Cain allowed his anger to “master,” or overtake, him. He did not suppress the evil enmity he felt toward his brother. Cain felt threatened by Abel, even inferior. God told Cain that sin wanted control over his life; Cain yielded to sin, which resulted in tragedy.

Cain could have avoided this tragedy if he had focused on the end goal: cultivating a healthy relationship with God. Instead he succumbed to jealousy, insecurity, bitterness and anger.  

Although some competition proves beneficial — pushing people to try harder, work smarter and perform better — too much opposition can result in a harmful rivalry. When we feel the need to prove something to others, to ourselves or to God, we walk a tightrope of insecurity. We gingerly wobble side to side, trying not to fall before we reach our end goal. We avoid this treacherous balancing act by finding confidence in the person God created us to be. Only then will we lose the need to rise above others. Only then will we remove unhealthy rivalries from our lives.

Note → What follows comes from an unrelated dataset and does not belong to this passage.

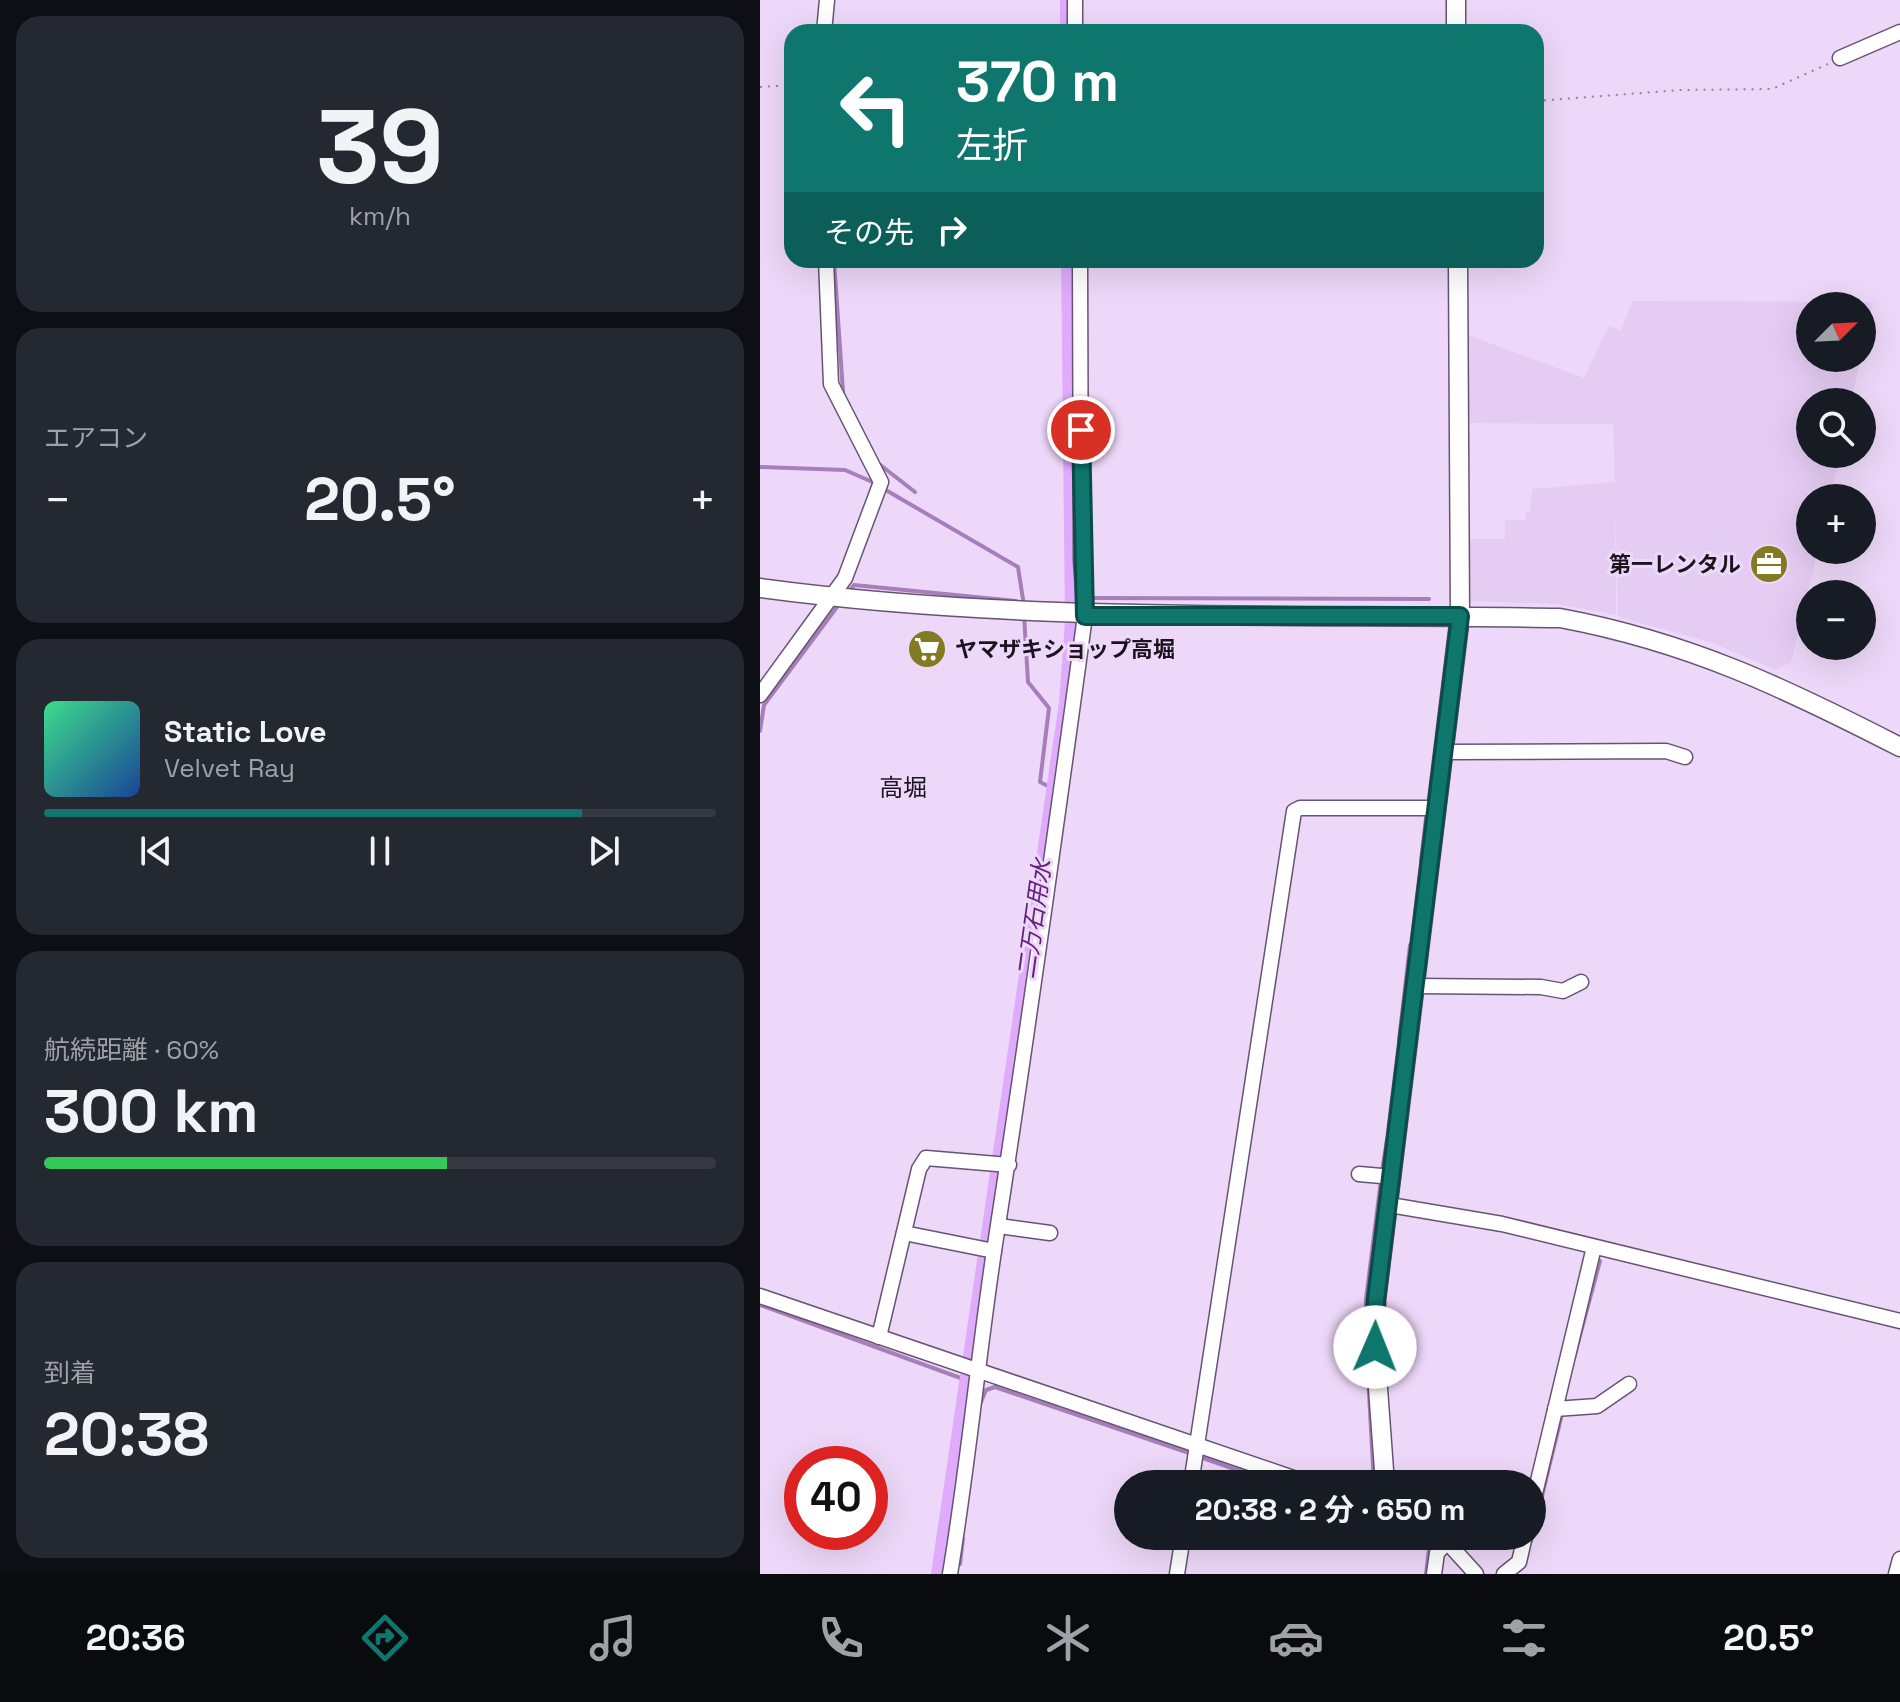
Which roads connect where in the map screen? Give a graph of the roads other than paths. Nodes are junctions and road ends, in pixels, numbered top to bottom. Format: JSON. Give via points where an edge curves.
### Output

Elizabeth Oates (B.A. Baylor University; M.A.C.E. Dallas Theological Seminary) is a wife, mother and freelance writer. She and her husband, Brandon, founded Project Restoration Ministry. For more information on Elizabeth’s Bible study curriculum, Dealing with Divorce: Finding Directon When Your Parents Split Up, or to e-mail her, go to the Web site www.projectrestorationministry.org.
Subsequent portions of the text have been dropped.